Ralla Vickers, a local resident, started the vigil after learning more about the controversy relating to the separation of children from their families when crossing the southern U.S. border.

The group stands holding signs from 5 to 6 p.m. every week day. Vickers, and the people who stand with her, are there to bear witness and serve as a reminder, she said. She doesn’t want this problem to be forgotten or for it to be swept under the rug while there are still families that need to be reunited.

“I did not want these children and families to be forgotten,” Vickers said. “Somehow, I wanted them to know that we’re with them and that we support them.”

The separation policy caused public outcry and at this point, President Donald Trump has backed away from a “zero tolerance” policy that led officials to separate more than 2,000 children from their parents as they tried to enter the country illegally. Most were fleeing violence, persecution or economic collapse in their home countries, according to the Associated Press.

Reunification efforts by the government have successfully reunited a large portion of the families, but there are still some children that have yet to be reunited with their families.

The vigil has gained support as time goes on, Vickers said.
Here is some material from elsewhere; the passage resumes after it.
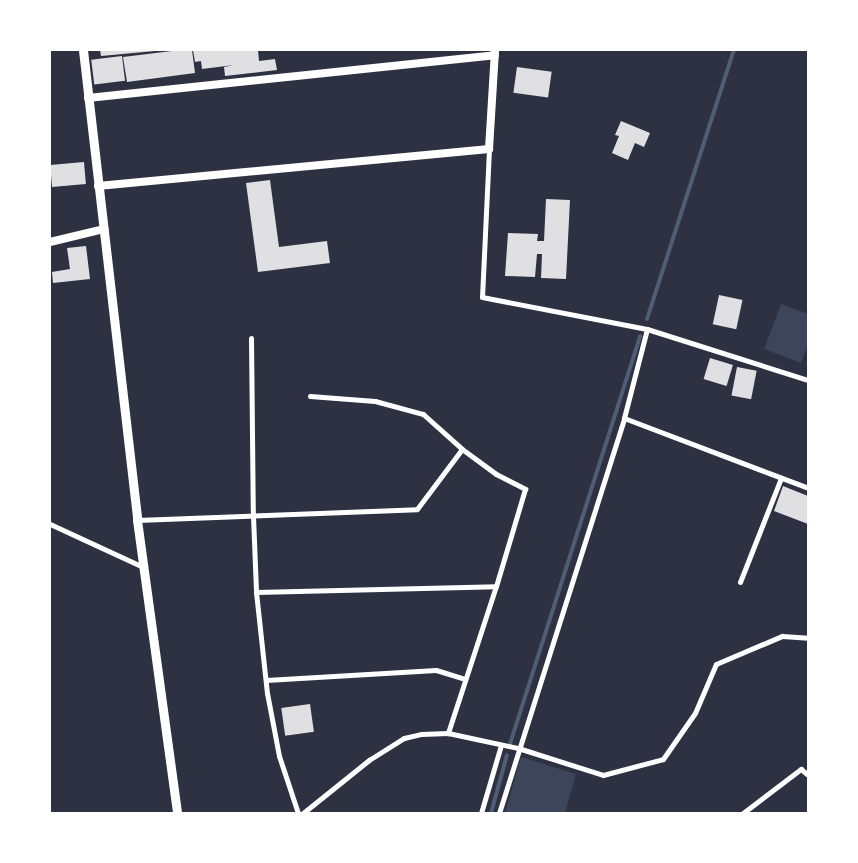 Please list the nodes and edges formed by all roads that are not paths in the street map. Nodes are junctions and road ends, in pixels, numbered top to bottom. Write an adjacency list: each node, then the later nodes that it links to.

She’s now seeing an average of 10 people turning out everyday to stand with her.

“I find that remarkable,” she said on Thursday.

Vickers said that she will continue to protest until July 26, the deadline that has been set for the government to reunify all eligible parents with their children.


In the last week or so, a different perspective has made an appearance.

Local resident Nancy Shuda has been spending her afternoons standing on the corner across from Vickers’ group, holding a sign that says “keep families together, enter legally.” On Thursday, she had a new sign, which read “America is great, vote” on one side and “drain swamp, vote,” on the other.

“I’m taking a different perspective,” she said of her actions, saying that if immigrants enter legally than they won’t be separated.

She grew up in a border state and said that immigration has been a long standing problem in the U.S.

“I really think Congress needs to get with it and fix immigration,” she said. “It’s been a problem ever since I was a kid.”

She doesn’t know exactly what could be done to fix the system, but the current one obviously doesn’t work, she said.

“There’s some really lovely (immigrants) here and it’s not their fault … All I know is I want it fixed, and I think America wants it fixed.”

In contrast to the group on the other corner, Shuda stands alone. That doesn’t mean she doesn’t have support, though.

“A lot of people give support on the QT,” she said.

They’ll wave, honk or tell her thank you while they walk past, she said. She has also been asked if she would like people to stand with her.

“I’ve said they don’t need to,” she said, adding that she thinks people are hesitant to join her. “I think it’s because it’s a small town and people are afraid to cause problems.”

She believes in her stance and will stand alone as long as she needs to, she said. She plans to continue as long as Vickers’ group does.